Segment Start: MATERIAL TO PROCESS

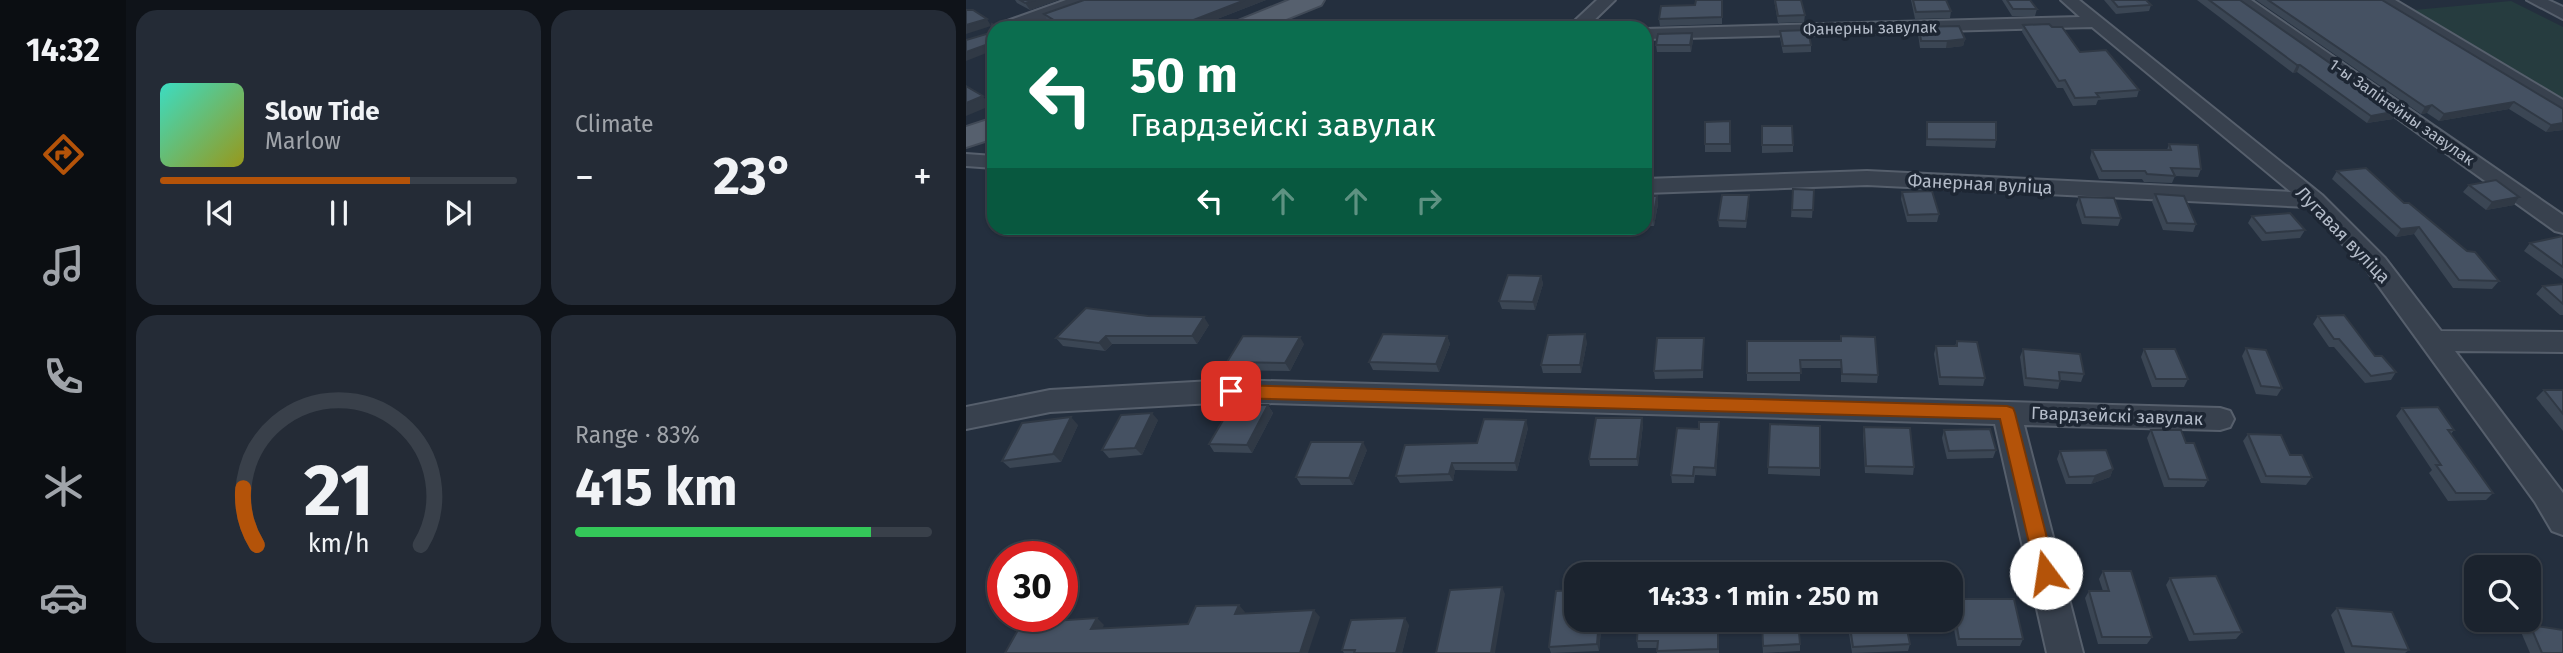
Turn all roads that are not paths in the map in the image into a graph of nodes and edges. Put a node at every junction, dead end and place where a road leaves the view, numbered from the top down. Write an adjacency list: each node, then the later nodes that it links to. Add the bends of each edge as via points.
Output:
1 (1082, 0): 9 (street)
2 (1312, 0): 10 (main road)
3 (1607, 0): 11 (street)
4 (2069, 0): 12 (street, Лугавая вуліца)
5 (2240, 0): 21 (street, 1-ы Залінейны завулак)
6 (2383, 0): 14 (street)
7 (2535, 0): 8 (street)
8 (2563, 14)
9 (1024, 21)
10 (1260, 21)
11 (1584, 21)
12 (2095, 22): 13 (street, Фанерны завулак); 20 (street, Лугавая вуліца)
13 (1652, 34)
14 (2563, 108)
15 (987, 130): 16 (main road)
16 (966, 138)
17 (966, 160): 18 (street)
18 (987, 162)
19 (1652, 186): 20 (street, Фанерная вуліца, via 1867,178)
20 (2314, 200): 22 (street, Лугавая вуліца, via 2376,264)
21 (2563, 226)
22 (2435, 341): 23 (street); 27 (street, Лугавая вуліца)
23 (2563, 342)
24 (2007, 413): 25 (street, Гвардзейскі завулак, via 1231,391 1050,401); 26 (street, Гвардзейскі завулак); 28 (street)
25 (966, 418)
26 (2220, 419)
27 (2563, 521)
28 (2065, 653)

Segment End: MATERIAL TO PROCESS

■ WORK TASK ■
Please repeat the data above exactly as it appears, pictures excluded.

■ RESULT OF THE EXERCISE ■
Turn all roads that are not paths in the map in the image into a graph of nodes and edges. Put a node at every junction, dead end and place where a road leaves the view, numbered from the top down. Write an adjacency list: each node, then the later nodes that it links to. Add the bends of each edge as via points.
Output:
1 (1082, 0): 9 (street)
2 (1312, 0): 10 (main road)
3 (1607, 0): 11 (street)
4 (2069, 0): 12 (street, Лугавая вуліца)
5 (2240, 0): 21 (street, 1-ы Залінейны завулак)
6 (2383, 0): 14 (street)
7 (2535, 0): 8 (street)
8 (2563, 14)
9 (1024, 21)
10 (1260, 21)
11 (1584, 21)
12 (2095, 22): 13 (street, Фанерны завулак); 20 (street, Лугавая вуліца)
13 (1652, 34)
14 (2563, 108)
15 (987, 130): 16 (main road)
16 (966, 138)
17 (966, 160): 18 (street)
18 (987, 162)
19 (1652, 186): 20 (street, Фанерная вуліца, via 1867,178)
20 (2314, 200): 22 (street, Лугавая вуліца, via 2376,264)
21 (2563, 226)
22 (2435, 341): 23 (street); 27 (street, Лугавая вуліца)
23 (2563, 342)
24 (2007, 413): 25 (street, Гвардзейскі завулак, via 1231,391 1050,401); 26 (street, Гвардзейскі завулак); 28 (street)
25 (966, 418)
26 (2220, 419)
27 (2563, 521)
28 (2065, 653)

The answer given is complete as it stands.